▸ **Work to be completed**: Only the lines holding "that" are wanted; find them in the listing and return each one.

>>>

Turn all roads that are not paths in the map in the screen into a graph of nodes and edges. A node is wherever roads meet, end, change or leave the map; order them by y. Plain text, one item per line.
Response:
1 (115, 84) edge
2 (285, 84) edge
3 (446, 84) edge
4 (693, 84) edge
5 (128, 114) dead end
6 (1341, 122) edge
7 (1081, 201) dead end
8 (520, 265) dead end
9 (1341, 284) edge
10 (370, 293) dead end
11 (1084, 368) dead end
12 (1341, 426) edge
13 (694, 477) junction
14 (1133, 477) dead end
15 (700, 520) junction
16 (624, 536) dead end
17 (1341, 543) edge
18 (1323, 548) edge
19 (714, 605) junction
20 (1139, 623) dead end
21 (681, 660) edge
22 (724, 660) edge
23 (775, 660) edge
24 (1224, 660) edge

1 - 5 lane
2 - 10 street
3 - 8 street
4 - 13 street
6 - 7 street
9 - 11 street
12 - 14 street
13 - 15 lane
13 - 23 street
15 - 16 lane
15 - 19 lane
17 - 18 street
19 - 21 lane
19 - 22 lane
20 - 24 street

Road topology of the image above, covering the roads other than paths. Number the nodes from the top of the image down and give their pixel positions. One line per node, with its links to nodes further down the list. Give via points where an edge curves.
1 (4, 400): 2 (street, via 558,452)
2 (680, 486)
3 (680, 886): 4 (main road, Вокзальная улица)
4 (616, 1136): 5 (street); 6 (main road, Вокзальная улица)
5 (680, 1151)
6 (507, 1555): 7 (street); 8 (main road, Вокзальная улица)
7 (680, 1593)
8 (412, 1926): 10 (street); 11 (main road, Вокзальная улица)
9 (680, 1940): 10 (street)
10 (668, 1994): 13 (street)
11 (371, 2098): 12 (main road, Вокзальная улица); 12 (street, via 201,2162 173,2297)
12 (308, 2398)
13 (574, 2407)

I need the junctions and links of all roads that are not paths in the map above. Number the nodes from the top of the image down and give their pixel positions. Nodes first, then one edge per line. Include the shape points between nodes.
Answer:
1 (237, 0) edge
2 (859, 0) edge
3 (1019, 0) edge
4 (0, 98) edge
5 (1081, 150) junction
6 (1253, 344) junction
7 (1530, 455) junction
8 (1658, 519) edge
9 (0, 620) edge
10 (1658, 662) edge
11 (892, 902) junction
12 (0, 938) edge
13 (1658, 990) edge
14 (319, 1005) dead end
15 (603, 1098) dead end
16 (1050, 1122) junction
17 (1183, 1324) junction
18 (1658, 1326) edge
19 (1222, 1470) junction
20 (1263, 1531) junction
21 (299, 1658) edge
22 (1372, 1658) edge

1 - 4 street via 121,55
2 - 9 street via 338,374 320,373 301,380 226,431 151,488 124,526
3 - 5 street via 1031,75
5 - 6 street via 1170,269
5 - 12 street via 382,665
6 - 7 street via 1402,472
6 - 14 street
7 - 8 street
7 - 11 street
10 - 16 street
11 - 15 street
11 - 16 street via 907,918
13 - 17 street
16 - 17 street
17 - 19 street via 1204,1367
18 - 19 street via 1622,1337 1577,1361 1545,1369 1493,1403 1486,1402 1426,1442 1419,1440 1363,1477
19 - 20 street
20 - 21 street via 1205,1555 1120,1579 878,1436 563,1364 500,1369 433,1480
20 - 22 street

<<<

▸ **Response to this task**:
Turn all roads that are not paths in the map in the screen into a graph of nodes and edges. A node is wherever roads meet, end, change or leave the map; order them by y. Plain text, one item per line.
I need the junctions and links of all roads that are not paths in the map above. Number the nodes from the top of the image down and give their pixel positions. Nodes first, then one edge per line. Include the shape points between nodes.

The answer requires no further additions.